:: Prompt ::
The following data needs to be repeated exactly, with all images excluded.

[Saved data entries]
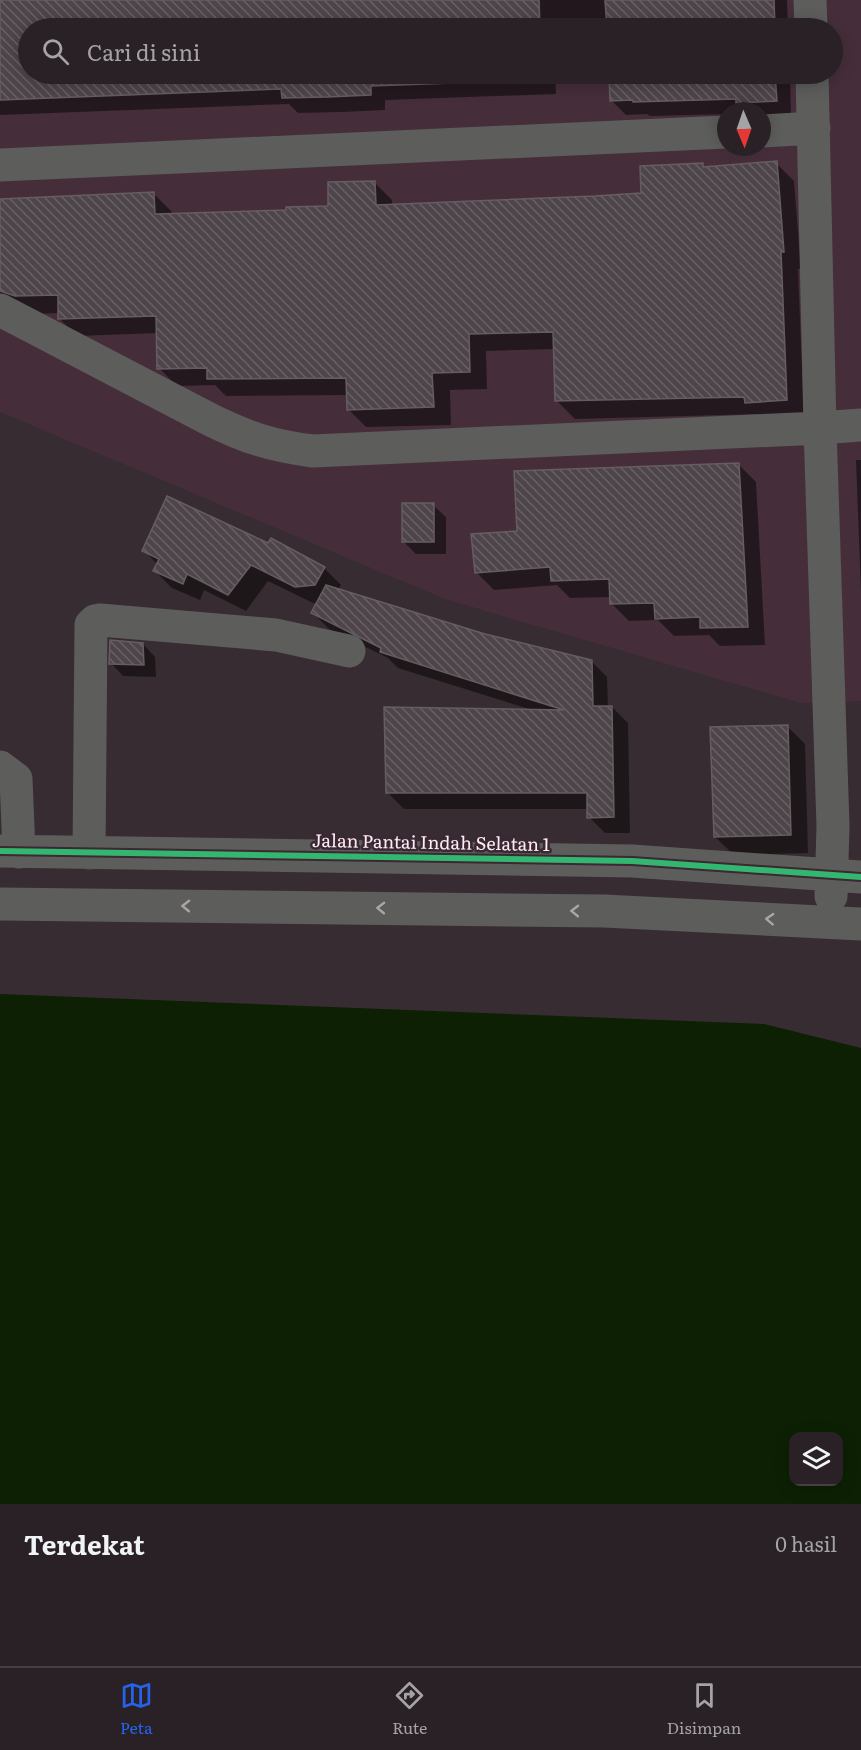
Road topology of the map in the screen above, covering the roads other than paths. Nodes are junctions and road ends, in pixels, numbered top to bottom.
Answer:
1 (810, 0) edge
2 (811, 18) edge
3 (812, 84) edge
4 (814, 128) junction
5 (771, 130) edge
6 (717, 132) edge
7 (0, 165) edge
8 (0, 310) edge
9 (861, 425) edge
10 (820, 428) junction
11 (349, 651) dead end
12 (0, 767) edge
13 (9, 852) edge
14 (89, 853) junction
15 (847, 876) edge
16 (0, 904) edge
17 (829, 922) junction
18 (861, 924) edge

1 - 2 street
3 - 4 street
4 - 5 street
4 - 10 street
6 - 7 street
8 - 10 street
9 - 10 street
10 - 15 street
11 - 14 street
12 - 13 street
13 - 14 street, Jalan Pantai Indah Selatan 1
14 - 15 street, Jalan Pantai Indah Selatan 1
15 - 17 street
17 -> 16 street
17 - 18 street

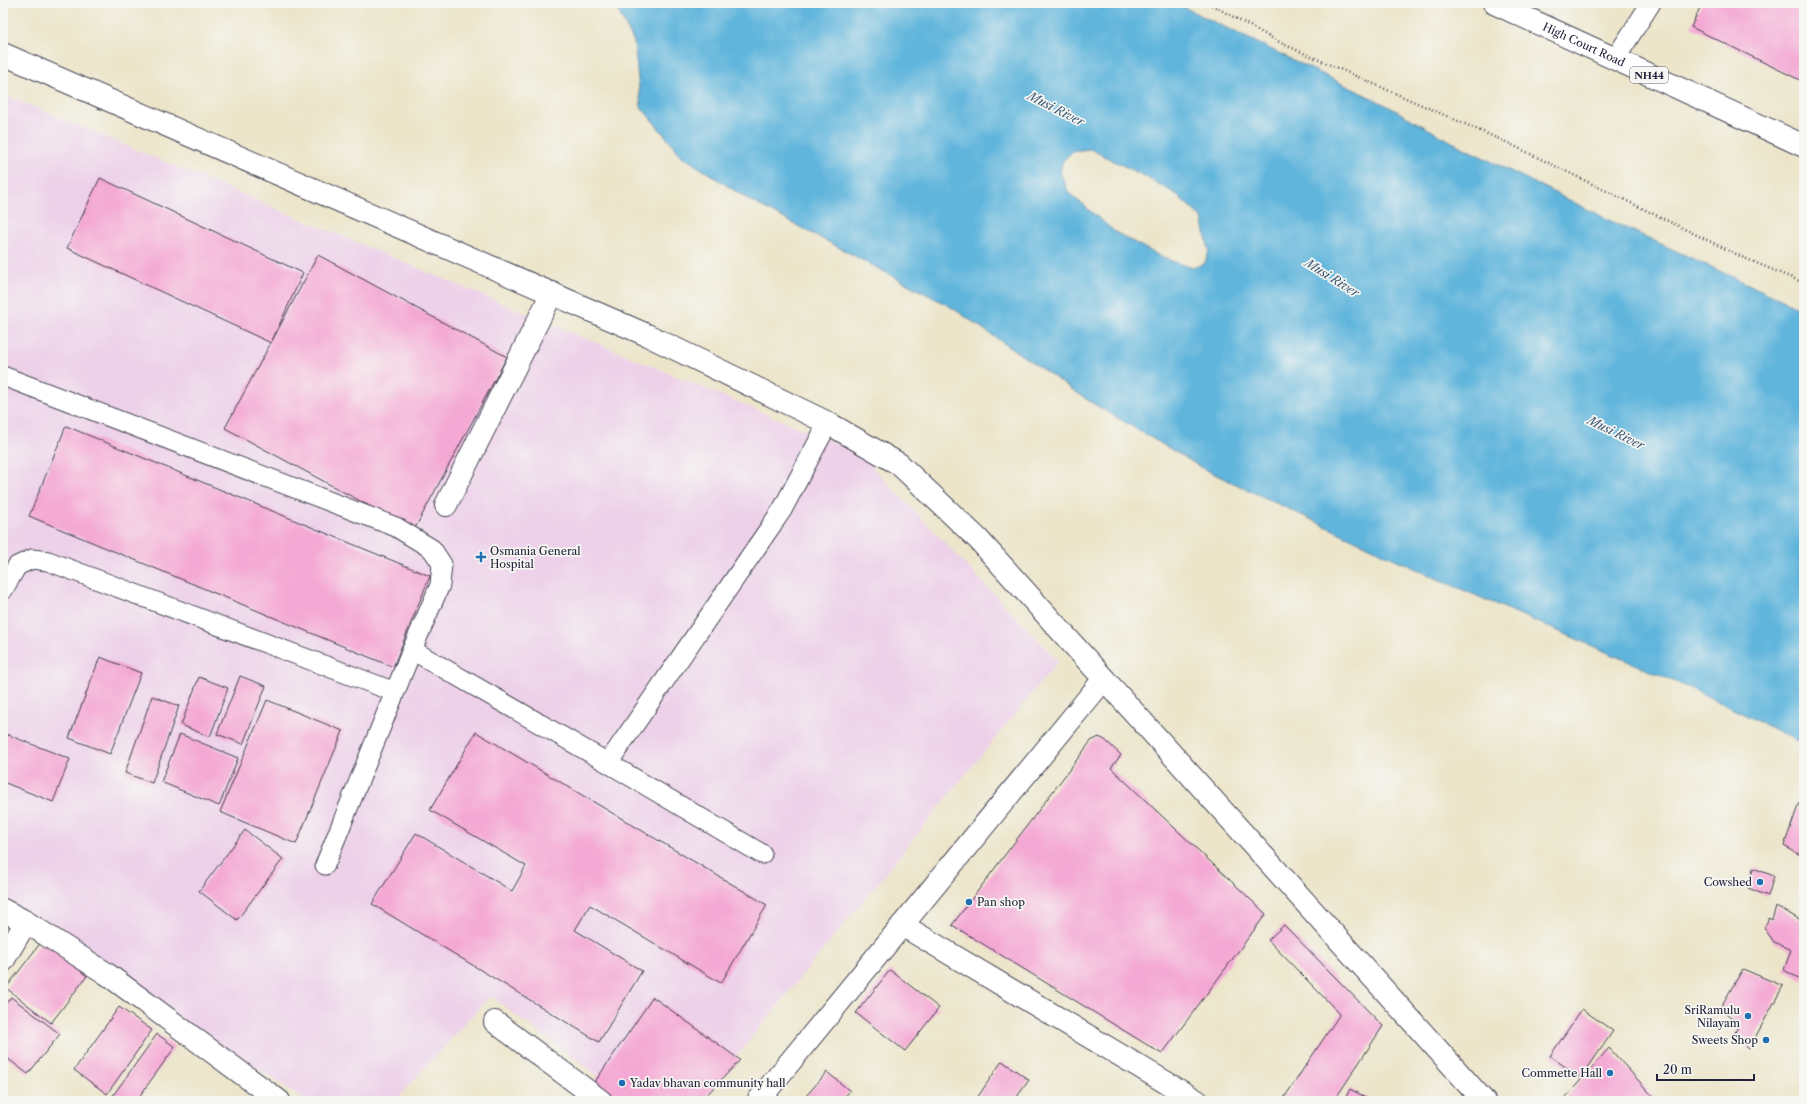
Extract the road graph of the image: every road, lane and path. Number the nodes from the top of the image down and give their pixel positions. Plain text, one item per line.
1 (1208, 3) edge
2 (1494, 3) edge
3 (1651, 3) edge
4 (3, 54) edge
5 (1615, 59) junction
6 (1804, 146) edge
7 (1804, 283) edge
8 (552, 293) junction
9 (3, 376) edge
10 (828, 423) junction
11 (446, 505) dead end
12 (3, 590) edge
13 (412, 650) junction
14 (1104, 679) junction
15 (395, 692) junction
16 (608, 763) junction
17 (762, 854) dead end
18 (326, 865) dead end
19 (3, 910) edge
20 (26, 922) junction
21 (902, 925) junction
22 (3, 961) edge
23 (495, 1022) dead end
24 (279, 1101) edge
25 (601, 1101) edge
26 (758, 1101) edge
27 (1196, 1101) edge
28 (1484, 1101) edge

1 - 7 path
2 - 5 main road, High Court Road / NH44
3 - 5 lane
4 - 8 main road
5 - 6 main road, High Court Road / NH44
8 - 10 main road
8 - 11 main road
9 - 13 lane
10 - 14 main road
10 - 16 lane
12 - 15 lane
13 - 15 lane
13 - 16 lane
14 - 21 main road
14 - 28 main road
15 - 18 lane
16 - 17 lane
19 - 20 main road
20 - 22 main road
20 - 24 main road
21 - 26 main road
21 - 27 main road
23 - 25 main road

:: Result of this exercise ::
Road topology of the map in the screen above, covering the roads other than paths. Nodes are junctions and road ends, in pixels, numbered top to bottom.
Answer:
1 (810, 0) edge
2 (811, 18) edge
3 (812, 84) edge
4 (814, 128) junction
5 (771, 130) edge
6 (717, 132) edge
7 (0, 165) edge
8 (0, 310) edge
9 (861, 425) edge
10 (820, 428) junction
11 (349, 651) dead end
12 (0, 767) edge
13 (9, 852) edge
14 (89, 853) junction
15 (847, 876) edge
16 (0, 904) edge
17 (829, 922) junction
18 (861, 924) edge

1 - 2 street
3 - 4 street
4 - 5 street
4 - 10 street
6 - 7 street
8 - 10 street
9 - 10 street
10 - 15 street
11 - 14 street
12 - 13 street
13 - 14 street, Jalan Pantai Indah Selatan 1
14 - 15 street, Jalan Pantai Indah Selatan 1
15 - 17 street
17 -> 16 street
17 - 18 street

Extract the road graph of the image: every road, lane and path. Number the nodes from the top of the image down and give their pixel positions. Plain text, one item per line.
1 (1208, 3) edge
2 (1494, 3) edge
3 (1651, 3) edge
4 (3, 54) edge
5 (1615, 59) junction
6 (1804, 146) edge
7 (1804, 283) edge
8 (552, 293) junction
9 (3, 376) edge
10 (828, 423) junction
11 (446, 505) dead end
12 (3, 590) edge
13 (412, 650) junction
14 (1104, 679) junction
15 (395, 692) junction
16 (608, 763) junction
17 (762, 854) dead end
18 (326, 865) dead end
19 (3, 910) edge
20 (26, 922) junction
21 (902, 925) junction
22 (3, 961) edge
23 (495, 1022) dead end
24 (279, 1101) edge
25 (601, 1101) edge
26 (758, 1101) edge
27 (1196, 1101) edge
28 (1484, 1101) edge

1 - 7 path
2 - 5 main road, High Court Road / NH44
3 - 5 lane
4 - 8 main road
5 - 6 main road, High Court Road / NH44
8 - 10 main road
8 - 11 main road
9 - 13 lane
10 - 14 main road
10 - 16 lane
12 - 15 lane
13 - 15 lane
13 - 16 lane
14 - 21 main road
14 - 28 main road
15 - 18 lane
16 - 17 lane
19 - 20 main road
20 - 22 main road
20 - 24 main road
21 - 26 main road
21 - 27 main road
23 - 25 main road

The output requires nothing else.